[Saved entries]
Content starts
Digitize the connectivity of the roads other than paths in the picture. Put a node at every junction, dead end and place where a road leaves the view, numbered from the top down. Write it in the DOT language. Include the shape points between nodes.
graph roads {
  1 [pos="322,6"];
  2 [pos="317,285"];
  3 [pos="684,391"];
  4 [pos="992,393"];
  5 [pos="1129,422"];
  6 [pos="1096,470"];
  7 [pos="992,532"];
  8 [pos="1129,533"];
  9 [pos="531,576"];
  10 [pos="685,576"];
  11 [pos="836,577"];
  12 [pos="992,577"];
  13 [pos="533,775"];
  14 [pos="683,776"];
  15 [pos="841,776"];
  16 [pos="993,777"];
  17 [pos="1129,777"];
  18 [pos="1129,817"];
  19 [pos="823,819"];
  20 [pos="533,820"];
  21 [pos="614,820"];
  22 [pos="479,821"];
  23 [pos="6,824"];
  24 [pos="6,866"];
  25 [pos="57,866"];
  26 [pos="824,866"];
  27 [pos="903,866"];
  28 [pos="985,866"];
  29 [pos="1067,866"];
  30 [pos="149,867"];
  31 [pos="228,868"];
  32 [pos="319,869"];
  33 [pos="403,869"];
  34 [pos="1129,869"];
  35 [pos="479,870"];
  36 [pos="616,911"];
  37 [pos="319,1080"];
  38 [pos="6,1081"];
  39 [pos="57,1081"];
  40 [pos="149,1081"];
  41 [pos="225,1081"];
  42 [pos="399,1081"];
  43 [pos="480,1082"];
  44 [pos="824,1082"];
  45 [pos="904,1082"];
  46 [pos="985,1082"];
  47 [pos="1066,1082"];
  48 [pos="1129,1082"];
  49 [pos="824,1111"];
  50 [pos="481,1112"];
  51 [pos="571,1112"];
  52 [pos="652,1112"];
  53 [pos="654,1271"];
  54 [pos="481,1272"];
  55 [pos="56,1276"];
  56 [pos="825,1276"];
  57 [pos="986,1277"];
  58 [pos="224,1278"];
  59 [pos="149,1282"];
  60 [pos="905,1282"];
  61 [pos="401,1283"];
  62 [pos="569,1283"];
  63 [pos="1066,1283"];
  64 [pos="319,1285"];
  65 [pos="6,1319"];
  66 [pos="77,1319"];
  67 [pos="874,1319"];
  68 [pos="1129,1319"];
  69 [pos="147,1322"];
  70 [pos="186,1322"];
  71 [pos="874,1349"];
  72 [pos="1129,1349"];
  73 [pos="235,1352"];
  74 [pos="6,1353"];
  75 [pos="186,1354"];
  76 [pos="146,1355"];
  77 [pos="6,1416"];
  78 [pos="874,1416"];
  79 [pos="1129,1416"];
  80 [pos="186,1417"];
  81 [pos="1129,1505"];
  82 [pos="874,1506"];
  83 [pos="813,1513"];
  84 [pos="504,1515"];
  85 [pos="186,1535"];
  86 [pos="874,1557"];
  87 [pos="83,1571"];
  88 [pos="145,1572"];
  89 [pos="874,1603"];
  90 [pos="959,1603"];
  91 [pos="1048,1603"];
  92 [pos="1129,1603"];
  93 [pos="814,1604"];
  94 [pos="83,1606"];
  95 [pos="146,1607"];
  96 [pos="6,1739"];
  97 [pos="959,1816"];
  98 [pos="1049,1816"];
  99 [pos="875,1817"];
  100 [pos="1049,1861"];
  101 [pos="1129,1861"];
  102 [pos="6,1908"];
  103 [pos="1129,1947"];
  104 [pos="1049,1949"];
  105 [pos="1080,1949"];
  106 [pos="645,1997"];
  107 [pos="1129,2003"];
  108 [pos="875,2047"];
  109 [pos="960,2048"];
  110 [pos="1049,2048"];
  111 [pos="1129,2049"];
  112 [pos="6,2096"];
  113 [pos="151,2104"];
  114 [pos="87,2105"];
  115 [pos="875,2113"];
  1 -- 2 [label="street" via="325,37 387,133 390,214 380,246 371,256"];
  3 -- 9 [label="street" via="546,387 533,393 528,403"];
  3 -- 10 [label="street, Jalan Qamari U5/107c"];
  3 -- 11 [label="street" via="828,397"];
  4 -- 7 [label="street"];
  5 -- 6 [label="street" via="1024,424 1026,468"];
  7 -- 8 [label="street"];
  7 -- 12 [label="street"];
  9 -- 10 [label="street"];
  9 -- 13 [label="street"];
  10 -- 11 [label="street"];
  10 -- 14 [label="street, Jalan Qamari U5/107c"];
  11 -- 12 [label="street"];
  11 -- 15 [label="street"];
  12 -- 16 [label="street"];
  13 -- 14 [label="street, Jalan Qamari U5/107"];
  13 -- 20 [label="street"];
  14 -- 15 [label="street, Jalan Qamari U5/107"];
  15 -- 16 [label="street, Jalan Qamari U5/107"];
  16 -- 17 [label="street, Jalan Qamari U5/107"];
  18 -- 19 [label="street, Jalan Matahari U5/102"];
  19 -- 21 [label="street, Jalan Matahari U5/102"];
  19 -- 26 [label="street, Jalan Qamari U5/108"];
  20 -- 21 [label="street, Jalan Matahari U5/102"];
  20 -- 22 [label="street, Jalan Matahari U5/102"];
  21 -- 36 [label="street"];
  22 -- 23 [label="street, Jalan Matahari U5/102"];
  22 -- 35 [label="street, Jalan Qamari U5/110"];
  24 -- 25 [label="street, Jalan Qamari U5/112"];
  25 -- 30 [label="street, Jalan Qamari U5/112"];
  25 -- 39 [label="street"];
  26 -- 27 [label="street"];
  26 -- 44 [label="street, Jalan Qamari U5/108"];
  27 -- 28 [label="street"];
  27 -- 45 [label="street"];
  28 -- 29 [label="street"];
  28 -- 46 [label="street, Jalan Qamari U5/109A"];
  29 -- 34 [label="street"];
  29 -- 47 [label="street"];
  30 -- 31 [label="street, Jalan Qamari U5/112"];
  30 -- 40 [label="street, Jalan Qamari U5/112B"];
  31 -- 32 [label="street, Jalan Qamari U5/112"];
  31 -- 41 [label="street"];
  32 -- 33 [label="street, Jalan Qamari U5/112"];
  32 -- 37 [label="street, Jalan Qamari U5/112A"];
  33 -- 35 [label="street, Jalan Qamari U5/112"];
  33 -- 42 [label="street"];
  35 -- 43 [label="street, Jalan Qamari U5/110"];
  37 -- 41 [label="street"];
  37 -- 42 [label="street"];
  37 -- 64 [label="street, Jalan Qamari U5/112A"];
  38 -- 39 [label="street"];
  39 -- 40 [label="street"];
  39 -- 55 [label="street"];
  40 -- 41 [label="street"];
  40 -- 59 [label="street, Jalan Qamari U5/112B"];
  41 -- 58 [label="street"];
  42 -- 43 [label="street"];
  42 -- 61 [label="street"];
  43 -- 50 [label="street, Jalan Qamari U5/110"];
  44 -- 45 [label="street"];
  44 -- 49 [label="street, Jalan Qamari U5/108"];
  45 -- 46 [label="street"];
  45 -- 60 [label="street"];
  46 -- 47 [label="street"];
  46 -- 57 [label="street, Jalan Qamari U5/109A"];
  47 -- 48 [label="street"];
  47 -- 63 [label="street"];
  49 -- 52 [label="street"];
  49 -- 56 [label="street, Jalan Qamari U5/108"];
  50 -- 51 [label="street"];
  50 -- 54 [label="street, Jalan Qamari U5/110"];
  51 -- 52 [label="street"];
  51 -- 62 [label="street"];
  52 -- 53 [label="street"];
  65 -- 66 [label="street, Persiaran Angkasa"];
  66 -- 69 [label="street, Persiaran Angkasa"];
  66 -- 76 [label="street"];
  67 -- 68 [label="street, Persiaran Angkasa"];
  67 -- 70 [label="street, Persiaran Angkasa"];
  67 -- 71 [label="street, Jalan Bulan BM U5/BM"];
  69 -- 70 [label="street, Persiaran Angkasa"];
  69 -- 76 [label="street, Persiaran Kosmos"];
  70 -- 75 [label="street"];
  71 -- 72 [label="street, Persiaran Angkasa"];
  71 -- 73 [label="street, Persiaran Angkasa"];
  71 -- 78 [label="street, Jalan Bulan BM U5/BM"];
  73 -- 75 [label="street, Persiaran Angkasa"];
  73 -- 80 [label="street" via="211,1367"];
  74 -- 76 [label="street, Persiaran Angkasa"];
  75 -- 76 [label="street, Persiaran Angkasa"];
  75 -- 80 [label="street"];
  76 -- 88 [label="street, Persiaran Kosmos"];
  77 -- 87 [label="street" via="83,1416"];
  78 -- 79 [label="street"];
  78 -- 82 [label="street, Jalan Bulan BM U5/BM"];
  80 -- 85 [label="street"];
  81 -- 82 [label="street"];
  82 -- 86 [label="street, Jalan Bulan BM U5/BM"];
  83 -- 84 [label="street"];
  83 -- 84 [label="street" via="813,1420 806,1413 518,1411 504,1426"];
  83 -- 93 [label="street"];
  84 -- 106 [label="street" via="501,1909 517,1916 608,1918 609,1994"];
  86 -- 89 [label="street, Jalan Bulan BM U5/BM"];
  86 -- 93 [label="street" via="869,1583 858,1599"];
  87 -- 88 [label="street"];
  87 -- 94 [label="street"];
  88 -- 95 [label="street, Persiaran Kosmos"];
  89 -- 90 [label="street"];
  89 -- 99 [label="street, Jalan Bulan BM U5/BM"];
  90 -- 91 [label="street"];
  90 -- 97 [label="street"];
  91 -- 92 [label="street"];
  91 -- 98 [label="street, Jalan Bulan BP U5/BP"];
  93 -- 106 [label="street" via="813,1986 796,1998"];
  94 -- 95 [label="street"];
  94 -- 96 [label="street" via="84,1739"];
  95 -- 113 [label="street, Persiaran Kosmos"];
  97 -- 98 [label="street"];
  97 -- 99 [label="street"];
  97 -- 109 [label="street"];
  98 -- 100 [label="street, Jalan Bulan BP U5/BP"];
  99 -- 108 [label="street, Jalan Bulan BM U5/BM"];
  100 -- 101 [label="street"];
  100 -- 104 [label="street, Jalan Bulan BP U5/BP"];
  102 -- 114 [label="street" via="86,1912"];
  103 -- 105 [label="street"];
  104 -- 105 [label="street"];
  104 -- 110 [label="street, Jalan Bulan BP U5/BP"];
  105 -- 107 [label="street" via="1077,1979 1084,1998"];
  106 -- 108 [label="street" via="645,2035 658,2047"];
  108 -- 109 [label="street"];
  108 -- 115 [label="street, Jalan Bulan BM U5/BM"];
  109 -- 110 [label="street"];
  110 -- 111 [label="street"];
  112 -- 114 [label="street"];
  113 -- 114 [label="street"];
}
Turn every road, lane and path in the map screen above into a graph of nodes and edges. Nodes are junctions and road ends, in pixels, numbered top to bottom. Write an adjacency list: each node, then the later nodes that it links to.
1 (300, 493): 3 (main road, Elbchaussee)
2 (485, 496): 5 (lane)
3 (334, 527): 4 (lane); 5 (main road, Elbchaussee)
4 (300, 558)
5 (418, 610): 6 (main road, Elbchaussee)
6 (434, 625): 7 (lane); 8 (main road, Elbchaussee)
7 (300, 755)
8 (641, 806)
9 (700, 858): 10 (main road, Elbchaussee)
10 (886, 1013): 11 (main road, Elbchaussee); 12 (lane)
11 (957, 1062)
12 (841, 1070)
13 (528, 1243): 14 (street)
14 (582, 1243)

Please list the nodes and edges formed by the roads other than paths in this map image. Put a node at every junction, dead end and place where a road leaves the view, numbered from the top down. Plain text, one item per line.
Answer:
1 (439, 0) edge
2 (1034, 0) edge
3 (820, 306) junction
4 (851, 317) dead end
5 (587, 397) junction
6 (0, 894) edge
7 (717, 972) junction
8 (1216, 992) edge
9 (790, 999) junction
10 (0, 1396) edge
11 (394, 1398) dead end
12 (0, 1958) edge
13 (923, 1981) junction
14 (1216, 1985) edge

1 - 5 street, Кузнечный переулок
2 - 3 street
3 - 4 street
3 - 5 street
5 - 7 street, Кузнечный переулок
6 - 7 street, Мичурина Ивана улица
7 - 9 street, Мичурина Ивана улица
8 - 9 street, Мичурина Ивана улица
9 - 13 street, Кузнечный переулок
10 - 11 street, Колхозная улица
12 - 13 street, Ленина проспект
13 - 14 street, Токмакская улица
Content ends
▸ Task prompt: Look for the string "other" in the data above and return every line that has it.

▸ Expected answer:
Digitize the connectivity of the roads other than paths in the picture. Put a node at every junction, dead end and place where a road leaves the view, numbered from the top down. Write it in the DOT language. Include the shape points between nodes.
Please list the nodes and edges formed by the roads other than paths in this map image. Put a node at every junction, dead end and place where a road leaves the view, numbered from the top down. Plain text, one item per line.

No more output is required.